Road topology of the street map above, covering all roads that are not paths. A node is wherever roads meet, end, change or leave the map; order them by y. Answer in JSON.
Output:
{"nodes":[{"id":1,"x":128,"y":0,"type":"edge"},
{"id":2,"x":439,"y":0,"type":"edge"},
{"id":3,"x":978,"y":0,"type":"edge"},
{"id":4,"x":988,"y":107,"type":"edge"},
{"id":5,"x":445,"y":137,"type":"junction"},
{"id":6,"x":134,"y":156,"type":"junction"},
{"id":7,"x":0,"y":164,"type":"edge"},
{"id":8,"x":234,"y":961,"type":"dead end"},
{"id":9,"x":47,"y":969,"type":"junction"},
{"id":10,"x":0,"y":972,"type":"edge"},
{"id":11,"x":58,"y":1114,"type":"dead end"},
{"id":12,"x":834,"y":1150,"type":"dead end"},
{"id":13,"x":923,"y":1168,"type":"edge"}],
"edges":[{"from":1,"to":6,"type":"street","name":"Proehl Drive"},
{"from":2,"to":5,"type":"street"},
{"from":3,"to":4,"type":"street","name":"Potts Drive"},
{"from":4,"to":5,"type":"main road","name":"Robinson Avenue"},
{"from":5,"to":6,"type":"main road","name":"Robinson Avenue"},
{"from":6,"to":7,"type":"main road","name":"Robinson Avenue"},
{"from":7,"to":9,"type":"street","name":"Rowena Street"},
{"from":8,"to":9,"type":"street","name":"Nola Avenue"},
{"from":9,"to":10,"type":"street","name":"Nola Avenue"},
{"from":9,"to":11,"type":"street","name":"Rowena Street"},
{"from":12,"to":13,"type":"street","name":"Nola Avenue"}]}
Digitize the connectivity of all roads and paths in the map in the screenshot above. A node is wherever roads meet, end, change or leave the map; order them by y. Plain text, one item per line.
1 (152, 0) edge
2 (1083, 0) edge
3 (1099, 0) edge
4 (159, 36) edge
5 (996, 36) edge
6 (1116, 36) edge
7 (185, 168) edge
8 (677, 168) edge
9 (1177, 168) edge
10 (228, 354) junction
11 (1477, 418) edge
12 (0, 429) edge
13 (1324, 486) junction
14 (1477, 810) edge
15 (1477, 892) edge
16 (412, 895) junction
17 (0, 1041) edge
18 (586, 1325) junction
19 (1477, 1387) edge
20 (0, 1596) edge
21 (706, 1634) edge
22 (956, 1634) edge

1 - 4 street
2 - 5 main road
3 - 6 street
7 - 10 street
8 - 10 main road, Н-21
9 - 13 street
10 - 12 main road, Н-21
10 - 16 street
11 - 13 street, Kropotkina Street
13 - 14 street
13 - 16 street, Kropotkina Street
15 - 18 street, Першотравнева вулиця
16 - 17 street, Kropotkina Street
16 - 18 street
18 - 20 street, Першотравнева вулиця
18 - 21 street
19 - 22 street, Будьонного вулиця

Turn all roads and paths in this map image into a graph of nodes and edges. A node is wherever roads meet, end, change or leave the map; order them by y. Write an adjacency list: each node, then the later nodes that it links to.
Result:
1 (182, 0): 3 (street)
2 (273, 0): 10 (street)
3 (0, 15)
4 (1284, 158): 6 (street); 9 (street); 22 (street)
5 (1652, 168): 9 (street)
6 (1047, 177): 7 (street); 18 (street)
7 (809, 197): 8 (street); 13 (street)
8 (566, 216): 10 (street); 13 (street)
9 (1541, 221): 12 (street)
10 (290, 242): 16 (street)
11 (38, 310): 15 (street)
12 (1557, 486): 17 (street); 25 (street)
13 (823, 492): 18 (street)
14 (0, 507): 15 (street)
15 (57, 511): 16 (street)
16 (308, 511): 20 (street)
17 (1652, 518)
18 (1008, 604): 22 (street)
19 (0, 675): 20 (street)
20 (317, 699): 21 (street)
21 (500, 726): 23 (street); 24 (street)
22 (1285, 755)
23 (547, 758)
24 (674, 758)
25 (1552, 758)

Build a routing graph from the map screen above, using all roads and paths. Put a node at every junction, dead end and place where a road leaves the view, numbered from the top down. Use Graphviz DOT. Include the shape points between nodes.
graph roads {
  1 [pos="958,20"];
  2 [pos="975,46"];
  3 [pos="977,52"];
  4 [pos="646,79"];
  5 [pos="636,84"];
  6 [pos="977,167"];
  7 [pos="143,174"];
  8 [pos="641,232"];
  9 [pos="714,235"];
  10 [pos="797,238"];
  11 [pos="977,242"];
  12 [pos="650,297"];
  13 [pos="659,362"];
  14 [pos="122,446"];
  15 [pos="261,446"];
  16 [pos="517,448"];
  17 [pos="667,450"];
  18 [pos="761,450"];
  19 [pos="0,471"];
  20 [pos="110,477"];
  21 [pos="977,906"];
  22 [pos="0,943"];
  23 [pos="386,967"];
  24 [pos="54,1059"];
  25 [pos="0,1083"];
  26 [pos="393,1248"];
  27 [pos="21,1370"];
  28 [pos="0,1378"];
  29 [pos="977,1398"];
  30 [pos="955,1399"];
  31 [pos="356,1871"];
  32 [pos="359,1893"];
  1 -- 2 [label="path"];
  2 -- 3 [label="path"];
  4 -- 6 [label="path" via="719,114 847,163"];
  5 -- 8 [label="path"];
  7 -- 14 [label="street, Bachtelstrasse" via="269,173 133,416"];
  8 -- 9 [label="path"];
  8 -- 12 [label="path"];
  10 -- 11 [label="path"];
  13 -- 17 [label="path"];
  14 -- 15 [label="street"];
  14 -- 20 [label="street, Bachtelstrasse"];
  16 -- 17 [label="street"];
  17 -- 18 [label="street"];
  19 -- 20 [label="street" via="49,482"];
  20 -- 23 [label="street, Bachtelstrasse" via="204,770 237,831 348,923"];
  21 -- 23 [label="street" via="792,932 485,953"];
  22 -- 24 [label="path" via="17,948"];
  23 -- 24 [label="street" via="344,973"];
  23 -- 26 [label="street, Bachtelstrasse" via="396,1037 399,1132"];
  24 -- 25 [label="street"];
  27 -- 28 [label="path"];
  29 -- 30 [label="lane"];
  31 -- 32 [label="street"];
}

◆ **TASK BRIEF**
Restate the entries. Match them exactly.

◆ **ANSWER TO THE PROBLEM**
Road topology of the street map above, covering all roads that are not paths. A node is wherever roads meet, end, change or leave the map; order them by y. Answer in JSON.
Output:
{"nodes":[{"id":1,"x":128,"y":0,"type":"edge"},
{"id":2,"x":439,"y":0,"type":"edge"},
{"id":3,"x":978,"y":0,"type":"edge"},
{"id":4,"x":988,"y":107,"type":"edge"},
{"id":5,"x":445,"y":137,"type":"junction"},
{"id":6,"x":134,"y":156,"type":"junction"},
{"id":7,"x":0,"y":164,"type":"edge"},
{"id":8,"x":234,"y":961,"type":"dead end"},
{"id":9,"x":47,"y":969,"type":"junction"},
{"id":10,"x":0,"y":972,"type":"edge"},
{"id":11,"x":58,"y":1114,"type":"dead end"},
{"id":12,"x":834,"y":1150,"type":"dead end"},
{"id":13,"x":923,"y":1168,"type":"edge"}],
"edges":[{"from":1,"to":6,"type":"street","name":"Proehl Drive"},
{"from":2,"to":5,"type":"street"},
{"from":3,"to":4,"type":"street","name":"Potts Drive"},
{"from":4,"to":5,"type":"main road","name":"Robinson Avenue"},
{"from":5,"to":6,"type":"main road","name":"Robinson Avenue"},
{"from":6,"to":7,"type":"main road","name":"Robinson Avenue"},
{"from":7,"to":9,"type":"street","name":"Rowena Street"},
{"from":8,"to":9,"type":"street","name":"Nola Avenue"},
{"from":9,"to":10,"type":"street","name":"Nola Avenue"},
{"from":9,"to":11,"type":"street","name":"Rowena Street"},
{"from":12,"to":13,"type":"street","name":"Nola Avenue"}]}
Digitize the connectivity of all roads and paths in the map in the screenshot above. A node is wherever roads meet, end, change or leave the map; order them by y. Plain text, one item per line.
1 (152, 0) edge
2 (1083, 0) edge
3 (1099, 0) edge
4 (159, 36) edge
5 (996, 36) edge
6 (1116, 36) edge
7 (185, 168) edge
8 (677, 168) edge
9 (1177, 168) edge
10 (228, 354) junction
11 (1477, 418) edge
12 (0, 429) edge
13 (1324, 486) junction
14 (1477, 810) edge
15 (1477, 892) edge
16 (412, 895) junction
17 (0, 1041) edge
18 (586, 1325) junction
19 (1477, 1387) edge
20 (0, 1596) edge
21 (706, 1634) edge
22 (956, 1634) edge

1 - 4 street
2 - 5 main road
3 - 6 street
7 - 10 street
8 - 10 main road, Н-21
9 - 13 street
10 - 12 main road, Н-21
10 - 16 street
11 - 13 street, Kropotkina Street
13 - 14 street
13 - 16 street, Kropotkina Street
15 - 18 street, Першотравнева вулиця
16 - 17 street, Kropotkina Street
16 - 18 street
18 - 20 street, Першотравнева вулиця
18 - 21 street
19 - 22 street, Будьонного вулиця

Turn all roads and paths in this map image into a graph of nodes and edges. A node is wherever roads meet, end, change or leave the map; order them by y. Write an adjacency list: each node, then the later nodes that it links to.
Result:
1 (182, 0): 3 (street)
2 (273, 0): 10 (street)
3 (0, 15)
4 (1284, 158): 6 (street); 9 (street); 22 (street)
5 (1652, 168): 9 (street)
6 (1047, 177): 7 (street); 18 (street)
7 (809, 197): 8 (street); 13 (street)
8 (566, 216): 10 (street); 13 (street)
9 (1541, 221): 12 (street)
10 (290, 242): 16 (street)
11 (38, 310): 15 (street)
12 (1557, 486): 17 (street); 25 (street)
13 (823, 492): 18 (street)
14 (0, 507): 15 (street)
15 (57, 511): 16 (street)
16 (308, 511): 20 (street)
17 (1652, 518)
18 (1008, 604): 22 (street)
19 (0, 675): 20 (street)
20 (317, 699): 21 (street)
21 (500, 726): 23 (street); 24 (street)
22 (1285, 755)
23 (547, 758)
24 (674, 758)
25 (1552, 758)

Build a routing graph from the map screen above, using all roads and paths. Put a node at every junction, dead end and place where a road leaves the view, numbered from the top down. Use Graphviz DOT. Include the shape points between nodes.
graph roads {
  1 [pos="958,20"];
  2 [pos="975,46"];
  3 [pos="977,52"];
  4 [pos="646,79"];
  5 [pos="636,84"];
  6 [pos="977,167"];
  7 [pos="143,174"];
  8 [pos="641,232"];
  9 [pos="714,235"];
  10 [pos="797,238"];
  11 [pos="977,242"];
  12 [pos="650,297"];
  13 [pos="659,362"];
  14 [pos="122,446"];
  15 [pos="261,446"];
  16 [pos="517,448"];
  17 [pos="667,450"];
  18 [pos="761,450"];
  19 [pos="0,471"];
  20 [pos="110,477"];
  21 [pos="977,906"];
  22 [pos="0,943"];
  23 [pos="386,967"];
  24 [pos="54,1059"];
  25 [pos="0,1083"];
  26 [pos="393,1248"];
  27 [pos="21,1370"];
  28 [pos="0,1378"];
  29 [pos="977,1398"];
  30 [pos="955,1399"];
  31 [pos="356,1871"];
  32 [pos="359,1893"];
  1 -- 2 [label="path"];
  2 -- 3 [label="path"];
  4 -- 6 [label="path" via="719,114 847,163"];
  5 -- 8 [label="path"];
  7 -- 14 [label="street, Bachtelstrasse" via="269,173 133,416"];
  8 -- 9 [label="path"];
  8 -- 12 [label="path"];
  10 -- 11 [label="path"];
  13 -- 17 [label="path"];
  14 -- 15 [label="street"];
  14 -- 20 [label="street, Bachtelstrasse"];
  16 -- 17 [label="street"];
  17 -- 18 [label="street"];
  19 -- 20 [label="street" via="49,482"];
  20 -- 23 [label="street, Bachtelstrasse" via="204,770 237,831 348,923"];
  21 -- 23 [label="street" via="792,932 485,953"];
  22 -- 24 [label="path" via="17,948"];
  23 -- 24 [label="street" via="344,973"];
  23 -- 26 [label="street, Bachtelstrasse" via="396,1037 399,1132"];
  24 -- 25 [label="street"];
  27 -- 28 [label="path"];
  29 -- 30 [label="lane"];
  31 -- 32 [label="street"];
}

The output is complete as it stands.